Dan ternyata Bora memutuskan hubungannya dengan Unge
disebabkan Bora akan dijodohkan dengan gadis pilihan kedua orang tuanya yang
ternyata gadis tersebut adalah Hanafia, terlihat bahwa dari namanya saja ia
merupakan santriwati dari Ponpes (Pondok Pesantren) asal kotanya Bora
dilahirkan ( Yellow Bojong ).
Hari-hari Unge sungguhlah galau, tiada kata selalin galau,
tiada makan selain galau, tiada tidur selain galau, galau, galau, galau....
(Penulis pun merasa bosan untuk mengetikannya). Tiba-tiba ponsel Unge pun
berdering,
Kring...Kring...Kring...
“ Haloo “
“ Haloo, Bunga ? ”
“ Iya ini siapa ? “
“ Ini saya, Haryono .
“
“ Haryono ? Maksudnya Pak Haryo ? “
“ Iyo... ini saya.
Lagi dimana Bung ? “
Memang jarang sekali yang memanggil Unge dengan panggilan
Bung kalau bukan para dosen.
Akhirnya mereka pun berbincang-bincang dan melanjutkan
perbincangannya dengan awal pertemuan mereka di Cafe Gahool .
Mereka pun mengobrol sampai larut dan lupa dengan waktu.
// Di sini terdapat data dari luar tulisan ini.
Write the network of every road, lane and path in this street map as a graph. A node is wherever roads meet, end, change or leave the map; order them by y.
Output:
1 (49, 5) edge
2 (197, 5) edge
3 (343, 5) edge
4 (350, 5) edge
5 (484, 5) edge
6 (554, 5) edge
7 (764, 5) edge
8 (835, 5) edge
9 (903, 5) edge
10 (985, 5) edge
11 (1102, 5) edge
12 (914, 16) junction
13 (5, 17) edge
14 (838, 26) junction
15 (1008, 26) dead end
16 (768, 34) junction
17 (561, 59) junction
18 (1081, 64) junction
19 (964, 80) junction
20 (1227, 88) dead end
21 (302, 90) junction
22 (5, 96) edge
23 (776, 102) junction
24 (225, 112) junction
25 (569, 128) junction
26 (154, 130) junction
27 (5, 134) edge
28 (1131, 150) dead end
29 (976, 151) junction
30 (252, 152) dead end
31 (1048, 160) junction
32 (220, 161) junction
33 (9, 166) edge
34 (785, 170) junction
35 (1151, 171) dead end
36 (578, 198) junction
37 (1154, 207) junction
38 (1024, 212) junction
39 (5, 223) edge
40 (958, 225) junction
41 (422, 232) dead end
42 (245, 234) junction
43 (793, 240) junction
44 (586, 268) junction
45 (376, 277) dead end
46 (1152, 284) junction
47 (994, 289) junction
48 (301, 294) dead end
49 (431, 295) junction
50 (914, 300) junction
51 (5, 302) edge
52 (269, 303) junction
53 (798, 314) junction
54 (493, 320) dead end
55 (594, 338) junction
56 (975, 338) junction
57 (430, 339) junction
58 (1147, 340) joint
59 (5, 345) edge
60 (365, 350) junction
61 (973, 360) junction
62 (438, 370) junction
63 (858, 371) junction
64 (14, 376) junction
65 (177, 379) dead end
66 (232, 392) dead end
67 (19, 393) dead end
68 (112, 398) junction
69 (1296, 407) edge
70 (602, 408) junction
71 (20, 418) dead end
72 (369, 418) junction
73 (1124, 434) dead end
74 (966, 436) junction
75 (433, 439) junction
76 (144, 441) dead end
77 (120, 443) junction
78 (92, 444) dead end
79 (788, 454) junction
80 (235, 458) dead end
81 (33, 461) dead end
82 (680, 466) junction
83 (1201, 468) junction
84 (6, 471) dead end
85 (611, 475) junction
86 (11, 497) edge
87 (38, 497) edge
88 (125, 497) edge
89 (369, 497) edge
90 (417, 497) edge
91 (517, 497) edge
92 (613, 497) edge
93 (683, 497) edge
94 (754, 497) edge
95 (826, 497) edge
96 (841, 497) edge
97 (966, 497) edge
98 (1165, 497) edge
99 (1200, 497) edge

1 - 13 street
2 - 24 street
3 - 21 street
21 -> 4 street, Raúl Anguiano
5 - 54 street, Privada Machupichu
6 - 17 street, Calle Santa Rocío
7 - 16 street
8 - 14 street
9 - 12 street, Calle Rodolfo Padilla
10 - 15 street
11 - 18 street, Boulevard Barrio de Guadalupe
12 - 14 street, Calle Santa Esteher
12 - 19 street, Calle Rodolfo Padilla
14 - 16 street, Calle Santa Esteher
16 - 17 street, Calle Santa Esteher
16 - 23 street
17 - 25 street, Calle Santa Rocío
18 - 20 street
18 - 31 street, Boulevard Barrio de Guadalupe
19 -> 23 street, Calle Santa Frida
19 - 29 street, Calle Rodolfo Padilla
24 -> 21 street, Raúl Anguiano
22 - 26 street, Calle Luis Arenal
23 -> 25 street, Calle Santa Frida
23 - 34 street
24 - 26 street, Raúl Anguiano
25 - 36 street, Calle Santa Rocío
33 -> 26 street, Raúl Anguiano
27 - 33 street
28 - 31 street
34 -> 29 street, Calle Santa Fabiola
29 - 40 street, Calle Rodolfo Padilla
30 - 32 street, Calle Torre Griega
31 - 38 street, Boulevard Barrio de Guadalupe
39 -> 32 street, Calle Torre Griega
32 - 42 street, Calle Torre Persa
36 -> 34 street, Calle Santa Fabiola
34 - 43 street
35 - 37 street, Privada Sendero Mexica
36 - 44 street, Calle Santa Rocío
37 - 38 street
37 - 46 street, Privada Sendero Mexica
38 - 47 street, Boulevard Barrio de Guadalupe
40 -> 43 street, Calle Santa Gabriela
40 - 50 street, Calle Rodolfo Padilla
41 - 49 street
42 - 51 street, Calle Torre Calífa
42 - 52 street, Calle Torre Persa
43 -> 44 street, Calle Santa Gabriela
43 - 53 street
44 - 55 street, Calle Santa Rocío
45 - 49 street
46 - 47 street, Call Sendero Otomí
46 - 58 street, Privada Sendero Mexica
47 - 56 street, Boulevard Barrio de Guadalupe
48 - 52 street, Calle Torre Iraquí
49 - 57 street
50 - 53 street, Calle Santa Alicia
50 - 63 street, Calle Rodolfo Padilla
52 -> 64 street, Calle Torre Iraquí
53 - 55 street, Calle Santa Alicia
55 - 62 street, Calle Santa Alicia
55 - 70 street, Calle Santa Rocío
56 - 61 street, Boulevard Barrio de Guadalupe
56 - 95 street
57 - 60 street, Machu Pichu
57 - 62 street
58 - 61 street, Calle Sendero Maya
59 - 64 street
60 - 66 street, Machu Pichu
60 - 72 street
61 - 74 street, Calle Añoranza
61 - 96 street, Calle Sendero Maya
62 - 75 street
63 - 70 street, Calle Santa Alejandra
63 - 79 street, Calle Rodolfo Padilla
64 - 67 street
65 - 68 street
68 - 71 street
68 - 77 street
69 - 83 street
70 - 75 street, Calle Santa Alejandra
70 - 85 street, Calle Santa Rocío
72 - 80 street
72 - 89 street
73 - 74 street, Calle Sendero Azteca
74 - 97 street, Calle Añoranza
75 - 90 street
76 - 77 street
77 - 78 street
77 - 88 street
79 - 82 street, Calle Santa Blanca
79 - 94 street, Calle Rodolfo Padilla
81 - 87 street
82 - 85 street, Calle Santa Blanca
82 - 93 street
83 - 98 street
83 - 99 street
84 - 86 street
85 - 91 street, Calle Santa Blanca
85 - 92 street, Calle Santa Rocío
Haryono adalah salah satu dosen yang paling sering cengin Unge dari semester 3
hingga semester 7. Bagi Unge Haryono adalah musuh bebuyutannya semasa kuliah.
Tapi tanpa diduga ternyata Haryono atau yang biasa disapa Pak Haryo menyimpan
rasa pada Unge, hingga akhirnya setelah Unge lulus kuliah dan bekerja disalah
satu Bank di Jakarta, Pak Haryo menyatakan cintanya pada Unge.
“ Bung, kamu tau apa bedanya kamu dengan jam tangan yang
saya pakai ini ? “ tanya Pak Haryo dengan menyembunyikan seikat bunga mawar
merah dibelakang punggungnya.
“ Apa pak ? Tumben tebak-tebakan. “ jawab Unge tersipu malu.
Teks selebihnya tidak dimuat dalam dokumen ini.